START Source information
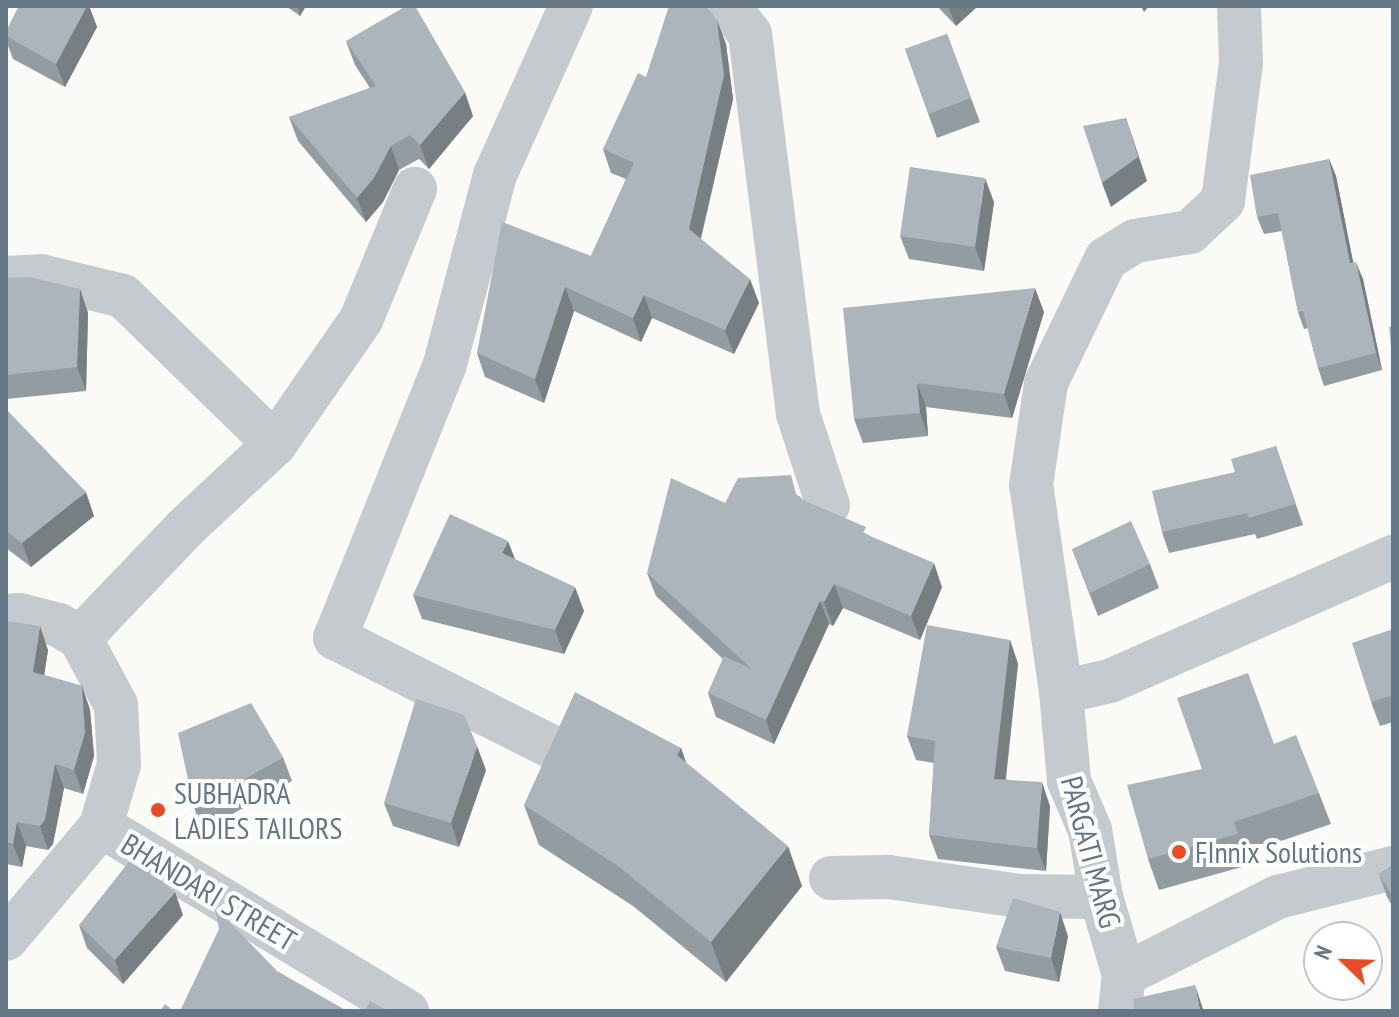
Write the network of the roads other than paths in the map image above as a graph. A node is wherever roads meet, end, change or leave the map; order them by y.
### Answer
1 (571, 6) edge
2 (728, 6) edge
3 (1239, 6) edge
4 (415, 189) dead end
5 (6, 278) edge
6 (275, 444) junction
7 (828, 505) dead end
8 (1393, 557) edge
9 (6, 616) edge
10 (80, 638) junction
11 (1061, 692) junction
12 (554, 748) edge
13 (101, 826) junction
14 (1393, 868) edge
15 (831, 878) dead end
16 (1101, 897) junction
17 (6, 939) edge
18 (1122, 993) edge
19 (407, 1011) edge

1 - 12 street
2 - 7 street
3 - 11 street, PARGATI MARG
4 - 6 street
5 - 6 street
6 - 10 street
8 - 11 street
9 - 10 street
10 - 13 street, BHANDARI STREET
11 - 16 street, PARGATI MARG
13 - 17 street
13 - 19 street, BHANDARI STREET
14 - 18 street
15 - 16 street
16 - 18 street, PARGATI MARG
END Source information
START Source information
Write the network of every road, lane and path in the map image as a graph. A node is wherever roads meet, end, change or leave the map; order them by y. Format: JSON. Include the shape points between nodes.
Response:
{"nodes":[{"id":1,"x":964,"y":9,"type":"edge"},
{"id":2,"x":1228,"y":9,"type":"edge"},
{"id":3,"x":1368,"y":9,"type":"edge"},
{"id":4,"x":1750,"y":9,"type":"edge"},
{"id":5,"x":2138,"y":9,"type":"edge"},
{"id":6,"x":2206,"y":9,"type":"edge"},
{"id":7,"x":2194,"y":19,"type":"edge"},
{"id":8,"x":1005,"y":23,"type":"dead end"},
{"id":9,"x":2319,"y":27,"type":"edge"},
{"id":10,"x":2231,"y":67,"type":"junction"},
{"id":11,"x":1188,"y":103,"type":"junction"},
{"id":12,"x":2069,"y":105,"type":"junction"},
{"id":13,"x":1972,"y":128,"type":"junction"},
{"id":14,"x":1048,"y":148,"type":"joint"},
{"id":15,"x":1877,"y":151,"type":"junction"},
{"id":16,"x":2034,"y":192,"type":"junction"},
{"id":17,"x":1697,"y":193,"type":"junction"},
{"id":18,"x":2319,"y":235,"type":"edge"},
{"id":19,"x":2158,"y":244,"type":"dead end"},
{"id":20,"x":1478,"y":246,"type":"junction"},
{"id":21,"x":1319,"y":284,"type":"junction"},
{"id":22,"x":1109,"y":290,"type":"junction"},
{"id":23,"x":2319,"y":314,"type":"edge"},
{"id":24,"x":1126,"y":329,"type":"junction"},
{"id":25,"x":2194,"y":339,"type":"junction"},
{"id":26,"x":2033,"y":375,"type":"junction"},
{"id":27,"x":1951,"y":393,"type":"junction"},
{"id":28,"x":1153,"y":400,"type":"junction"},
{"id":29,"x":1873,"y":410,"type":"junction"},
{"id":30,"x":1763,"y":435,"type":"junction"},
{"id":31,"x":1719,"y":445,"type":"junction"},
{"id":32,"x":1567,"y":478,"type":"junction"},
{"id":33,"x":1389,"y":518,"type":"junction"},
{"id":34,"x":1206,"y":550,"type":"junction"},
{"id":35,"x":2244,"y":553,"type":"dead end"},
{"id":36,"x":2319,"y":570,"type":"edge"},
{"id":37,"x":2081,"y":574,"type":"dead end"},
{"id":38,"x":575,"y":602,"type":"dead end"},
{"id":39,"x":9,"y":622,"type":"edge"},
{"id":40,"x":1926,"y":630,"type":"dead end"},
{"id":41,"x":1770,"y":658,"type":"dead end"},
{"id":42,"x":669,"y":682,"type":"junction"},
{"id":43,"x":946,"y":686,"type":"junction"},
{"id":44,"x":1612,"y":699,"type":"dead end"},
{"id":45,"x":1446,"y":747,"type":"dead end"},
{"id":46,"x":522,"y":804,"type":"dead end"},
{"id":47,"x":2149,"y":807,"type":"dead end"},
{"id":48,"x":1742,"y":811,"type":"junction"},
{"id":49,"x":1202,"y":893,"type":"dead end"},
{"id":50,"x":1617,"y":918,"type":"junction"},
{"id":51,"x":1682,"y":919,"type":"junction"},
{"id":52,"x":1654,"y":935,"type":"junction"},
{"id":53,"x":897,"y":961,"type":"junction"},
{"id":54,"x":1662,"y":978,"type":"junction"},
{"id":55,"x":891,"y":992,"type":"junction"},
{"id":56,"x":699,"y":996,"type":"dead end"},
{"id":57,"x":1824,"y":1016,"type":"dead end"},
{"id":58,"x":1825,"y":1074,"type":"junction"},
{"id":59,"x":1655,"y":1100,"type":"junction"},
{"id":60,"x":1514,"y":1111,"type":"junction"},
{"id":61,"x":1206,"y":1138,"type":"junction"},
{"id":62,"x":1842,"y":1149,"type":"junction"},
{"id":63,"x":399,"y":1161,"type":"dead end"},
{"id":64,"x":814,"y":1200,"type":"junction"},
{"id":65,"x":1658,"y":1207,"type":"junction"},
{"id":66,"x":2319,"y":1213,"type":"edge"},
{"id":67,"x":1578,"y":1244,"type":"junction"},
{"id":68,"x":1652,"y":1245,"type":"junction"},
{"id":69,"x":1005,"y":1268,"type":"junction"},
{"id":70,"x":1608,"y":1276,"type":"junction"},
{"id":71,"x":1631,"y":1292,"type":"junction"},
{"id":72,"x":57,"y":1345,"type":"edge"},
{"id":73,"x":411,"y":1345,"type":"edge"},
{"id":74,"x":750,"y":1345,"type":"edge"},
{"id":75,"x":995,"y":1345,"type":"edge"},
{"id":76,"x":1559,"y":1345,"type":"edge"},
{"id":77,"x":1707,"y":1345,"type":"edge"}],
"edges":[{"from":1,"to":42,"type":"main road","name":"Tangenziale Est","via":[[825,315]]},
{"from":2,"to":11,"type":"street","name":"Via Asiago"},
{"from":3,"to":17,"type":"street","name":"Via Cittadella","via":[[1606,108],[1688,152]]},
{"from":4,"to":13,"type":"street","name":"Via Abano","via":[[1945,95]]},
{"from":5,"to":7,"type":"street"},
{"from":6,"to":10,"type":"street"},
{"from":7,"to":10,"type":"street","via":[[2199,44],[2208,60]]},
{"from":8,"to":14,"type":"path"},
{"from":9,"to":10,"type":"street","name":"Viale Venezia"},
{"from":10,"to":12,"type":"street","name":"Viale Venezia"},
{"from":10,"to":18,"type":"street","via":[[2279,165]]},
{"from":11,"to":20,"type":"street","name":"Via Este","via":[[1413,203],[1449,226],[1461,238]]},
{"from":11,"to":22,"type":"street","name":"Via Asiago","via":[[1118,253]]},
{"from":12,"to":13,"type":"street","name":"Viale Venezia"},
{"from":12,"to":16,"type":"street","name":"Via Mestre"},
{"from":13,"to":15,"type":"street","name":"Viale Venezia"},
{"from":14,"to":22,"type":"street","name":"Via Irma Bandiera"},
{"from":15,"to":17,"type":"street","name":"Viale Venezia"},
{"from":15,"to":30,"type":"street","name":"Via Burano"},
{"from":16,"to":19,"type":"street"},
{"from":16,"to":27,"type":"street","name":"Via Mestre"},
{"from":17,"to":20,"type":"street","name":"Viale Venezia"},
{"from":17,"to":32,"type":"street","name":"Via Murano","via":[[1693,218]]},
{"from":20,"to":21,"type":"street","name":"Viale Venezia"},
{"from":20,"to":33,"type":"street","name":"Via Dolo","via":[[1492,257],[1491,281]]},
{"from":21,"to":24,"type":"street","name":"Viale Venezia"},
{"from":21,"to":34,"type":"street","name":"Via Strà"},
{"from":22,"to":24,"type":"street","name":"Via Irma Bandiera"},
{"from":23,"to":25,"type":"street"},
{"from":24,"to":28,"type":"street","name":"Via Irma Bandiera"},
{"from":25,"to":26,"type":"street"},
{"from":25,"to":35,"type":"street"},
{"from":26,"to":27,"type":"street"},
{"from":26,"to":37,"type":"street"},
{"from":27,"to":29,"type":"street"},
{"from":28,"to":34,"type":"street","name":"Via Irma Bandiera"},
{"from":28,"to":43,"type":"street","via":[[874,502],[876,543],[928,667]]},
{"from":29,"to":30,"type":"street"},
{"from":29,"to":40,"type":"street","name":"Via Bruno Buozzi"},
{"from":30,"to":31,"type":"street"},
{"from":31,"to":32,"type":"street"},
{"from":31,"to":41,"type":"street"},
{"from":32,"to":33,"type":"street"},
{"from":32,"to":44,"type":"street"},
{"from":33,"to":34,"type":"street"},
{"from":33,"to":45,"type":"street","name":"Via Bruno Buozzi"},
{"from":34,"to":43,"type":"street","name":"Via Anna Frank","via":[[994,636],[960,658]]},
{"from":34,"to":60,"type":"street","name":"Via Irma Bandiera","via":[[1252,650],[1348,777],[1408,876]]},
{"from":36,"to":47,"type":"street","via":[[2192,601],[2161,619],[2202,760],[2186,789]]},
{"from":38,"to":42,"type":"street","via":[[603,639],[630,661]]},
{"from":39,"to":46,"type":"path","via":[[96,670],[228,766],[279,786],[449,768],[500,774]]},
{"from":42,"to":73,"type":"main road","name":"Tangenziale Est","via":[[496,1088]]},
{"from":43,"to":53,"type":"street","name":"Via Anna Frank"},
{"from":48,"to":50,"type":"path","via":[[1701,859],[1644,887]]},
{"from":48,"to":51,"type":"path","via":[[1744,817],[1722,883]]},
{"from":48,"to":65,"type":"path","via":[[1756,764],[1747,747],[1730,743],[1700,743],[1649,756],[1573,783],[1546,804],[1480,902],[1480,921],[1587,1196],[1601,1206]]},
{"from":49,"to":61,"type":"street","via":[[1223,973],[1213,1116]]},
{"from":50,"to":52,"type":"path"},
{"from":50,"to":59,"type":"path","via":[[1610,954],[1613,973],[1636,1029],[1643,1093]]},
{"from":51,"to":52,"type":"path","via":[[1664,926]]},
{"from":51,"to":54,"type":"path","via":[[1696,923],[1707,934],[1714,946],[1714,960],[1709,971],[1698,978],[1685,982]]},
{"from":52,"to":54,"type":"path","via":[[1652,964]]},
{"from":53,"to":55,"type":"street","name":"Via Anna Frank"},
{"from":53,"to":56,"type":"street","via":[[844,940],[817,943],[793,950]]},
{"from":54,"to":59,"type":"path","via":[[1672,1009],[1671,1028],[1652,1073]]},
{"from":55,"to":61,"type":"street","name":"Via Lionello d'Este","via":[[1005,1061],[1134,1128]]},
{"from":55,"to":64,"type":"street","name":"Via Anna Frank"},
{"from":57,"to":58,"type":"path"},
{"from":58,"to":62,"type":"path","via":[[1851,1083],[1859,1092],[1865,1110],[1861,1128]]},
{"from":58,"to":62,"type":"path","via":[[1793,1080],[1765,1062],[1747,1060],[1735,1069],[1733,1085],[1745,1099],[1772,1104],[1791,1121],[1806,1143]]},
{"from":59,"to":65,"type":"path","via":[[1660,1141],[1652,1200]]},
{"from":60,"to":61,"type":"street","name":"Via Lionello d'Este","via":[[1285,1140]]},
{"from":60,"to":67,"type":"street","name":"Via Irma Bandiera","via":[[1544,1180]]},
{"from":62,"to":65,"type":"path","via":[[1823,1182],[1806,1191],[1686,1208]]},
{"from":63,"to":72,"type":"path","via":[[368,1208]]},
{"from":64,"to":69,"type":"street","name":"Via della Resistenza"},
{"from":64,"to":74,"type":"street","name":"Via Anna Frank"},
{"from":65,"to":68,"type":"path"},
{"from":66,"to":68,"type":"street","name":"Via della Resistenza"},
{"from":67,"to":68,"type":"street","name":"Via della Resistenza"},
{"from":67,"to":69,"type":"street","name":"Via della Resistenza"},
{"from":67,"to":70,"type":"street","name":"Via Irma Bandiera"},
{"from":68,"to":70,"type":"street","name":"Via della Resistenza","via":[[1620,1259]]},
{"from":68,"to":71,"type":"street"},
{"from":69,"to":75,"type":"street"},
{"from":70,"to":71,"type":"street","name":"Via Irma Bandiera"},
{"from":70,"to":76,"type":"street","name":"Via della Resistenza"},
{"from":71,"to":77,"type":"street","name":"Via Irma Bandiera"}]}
END Source information
Your whole answer should be one number, the count of lines in the records that hold "Write".

▸ **Solution**: 2